Monday, 17 September 2012

Eruptions on Krakatau.

Krakatau is a volcanic island located in the Sunda Strait between Sumatra and Java. The volcano famously exploded in 1883, killing over 36 000 people (possibly over 120 000), largely through a series of tsunamis. This explosion more-or-less completely destroyed the island, but since then a new volcano, sometimes called Anak Krakatau, has grown in its place.

An eruption on the new Krakatau volcano. Stromboli Online.

Anak Krakatau is almost never completely quiet, but goes through periods of greater and lesser activity.  The volcano has reportedly been obscured from casual observations for much of the time by fog since June this year (2012), but seismic activity has occasionally been recorded and small plumes noted over the island. On 2 September 2012 a sharp rise in earthquake activity was noted, followed by a Strombolian eruption in the evening that through hot (incandescent) lava 200-300 m above the crater. On 3 September NASA's Terra Satellite observed an ash-plume over the volcano, and on the fourth the Earth Observing-1 Satellite observed fresh lava-flows on the southeastern flank of the island. 
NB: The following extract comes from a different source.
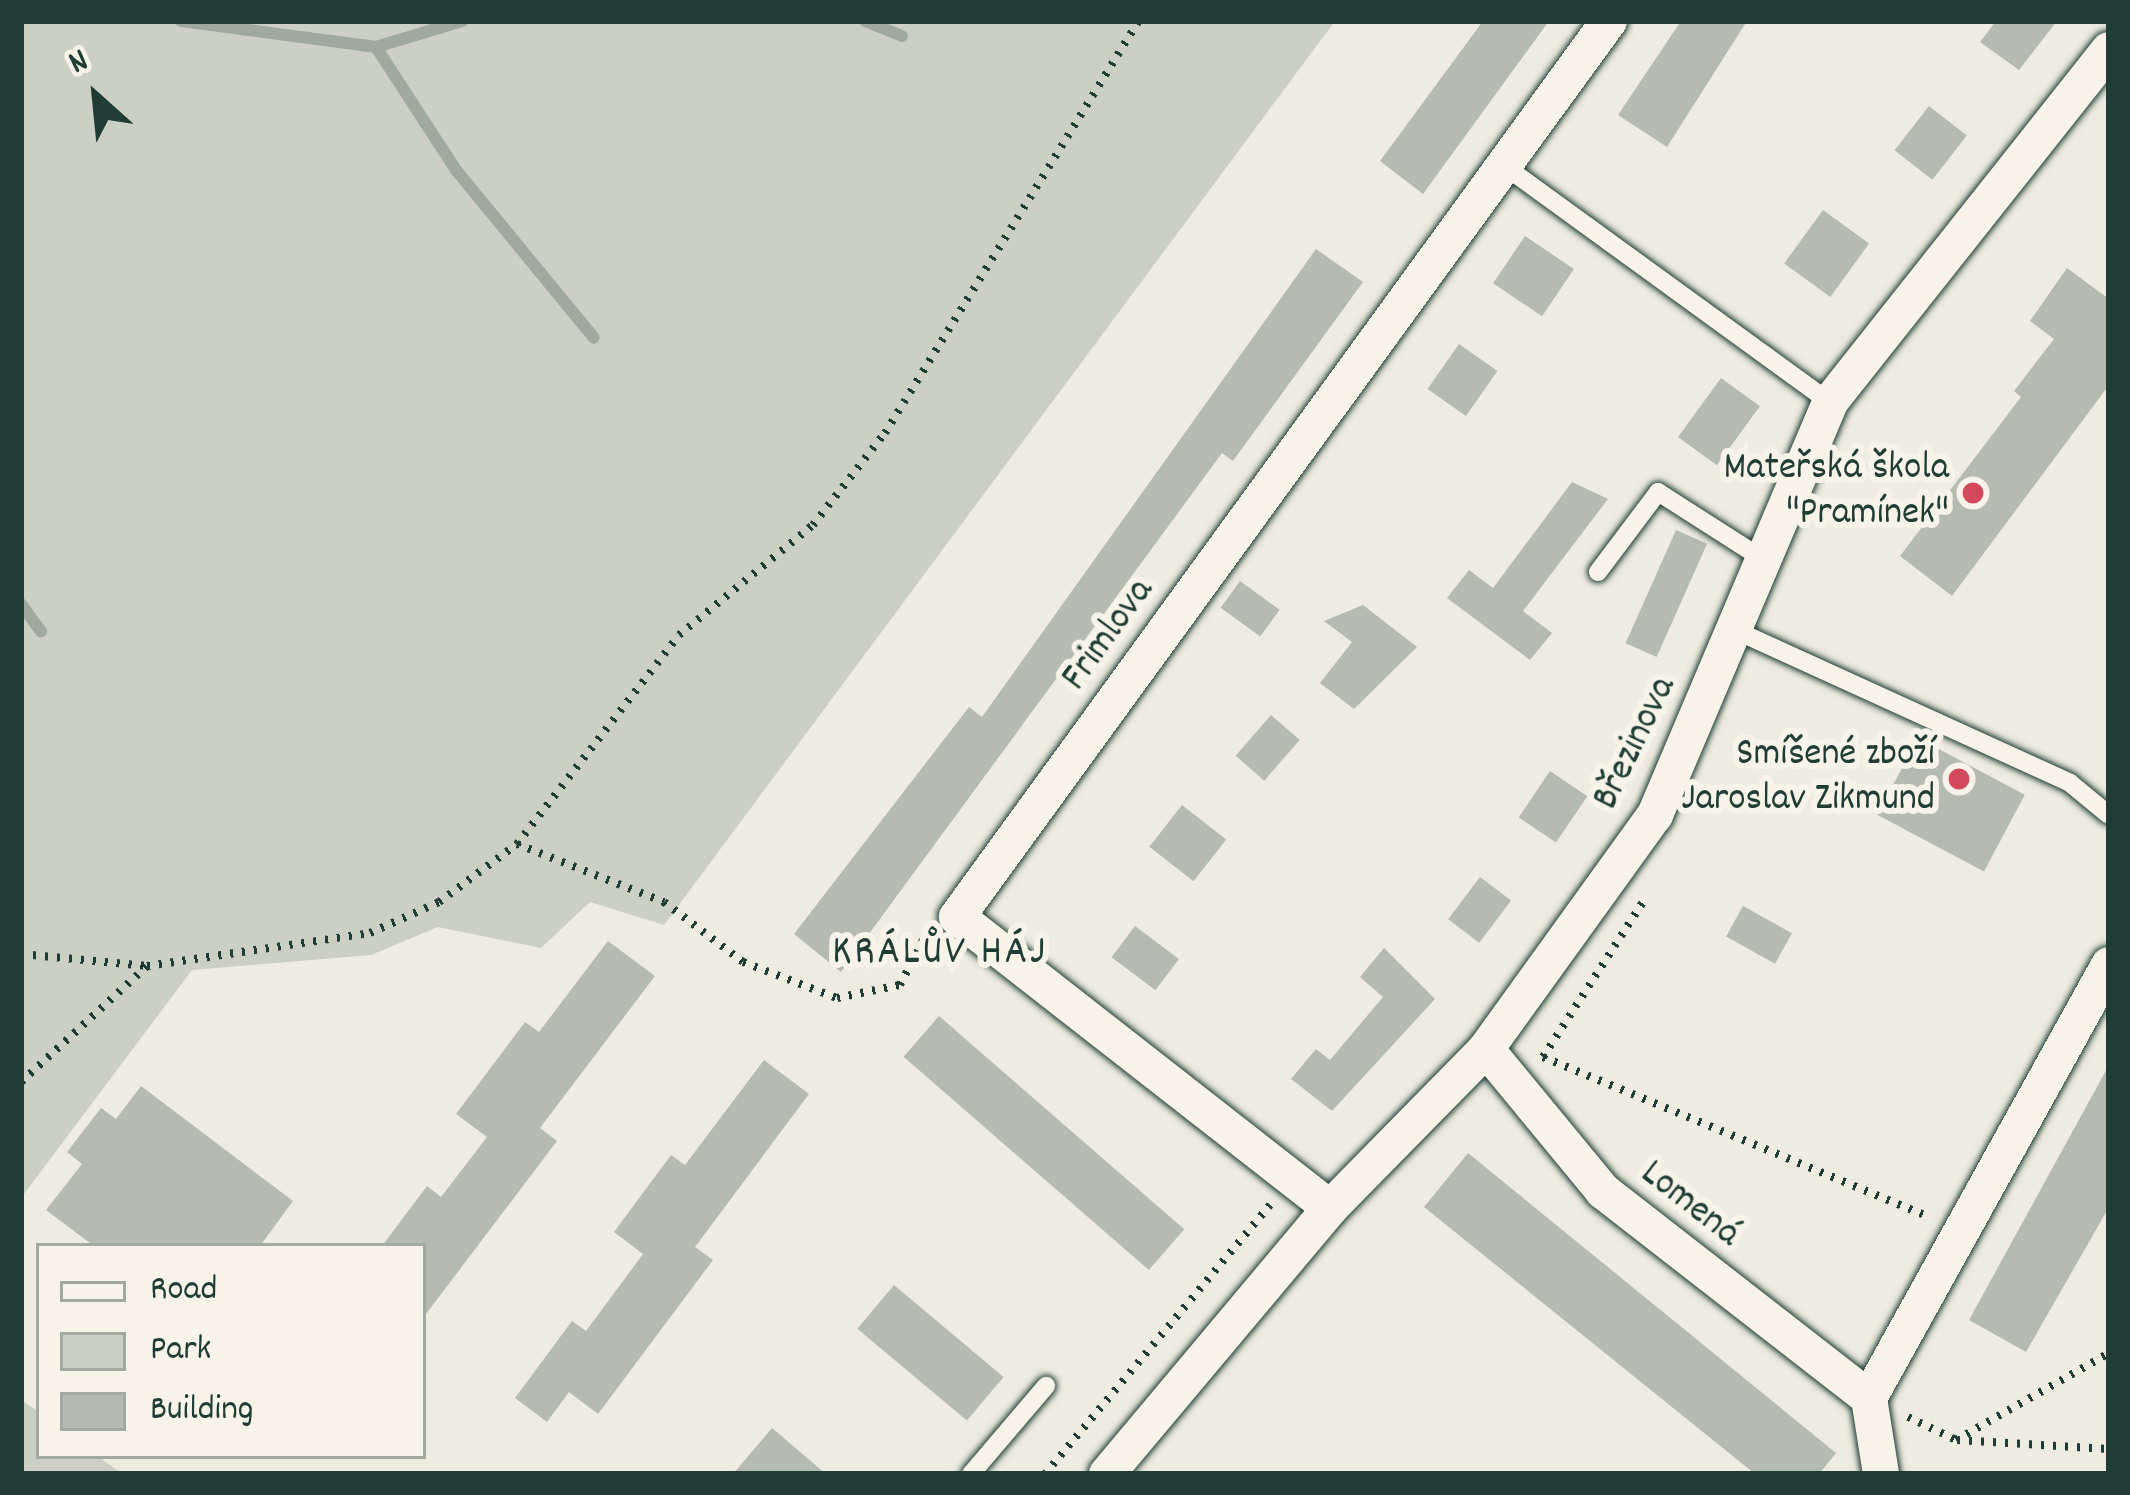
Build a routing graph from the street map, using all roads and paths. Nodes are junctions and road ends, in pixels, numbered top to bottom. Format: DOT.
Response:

Terra Satellite image of the ash-plume from Krakatau on 3 September 2012. NASA/Earth Observatory.

Earth Observing-1 Satellite image of fresh lava on Krakatau on 4 September 2012. NASA/Earth Observatory.

Krakatau is located to the north of the Sunda Trench, along which the Australian Plate is being subducted beneath the Sunda Plate, on which the island sits. As the Australian Plate is subducted it is partially melted by the friction and the heat of the planet's interior. Some of this melted material then rises through the overlying Sunda Plate, fueling Krakatau and the volcanoes of Sumatra and Java.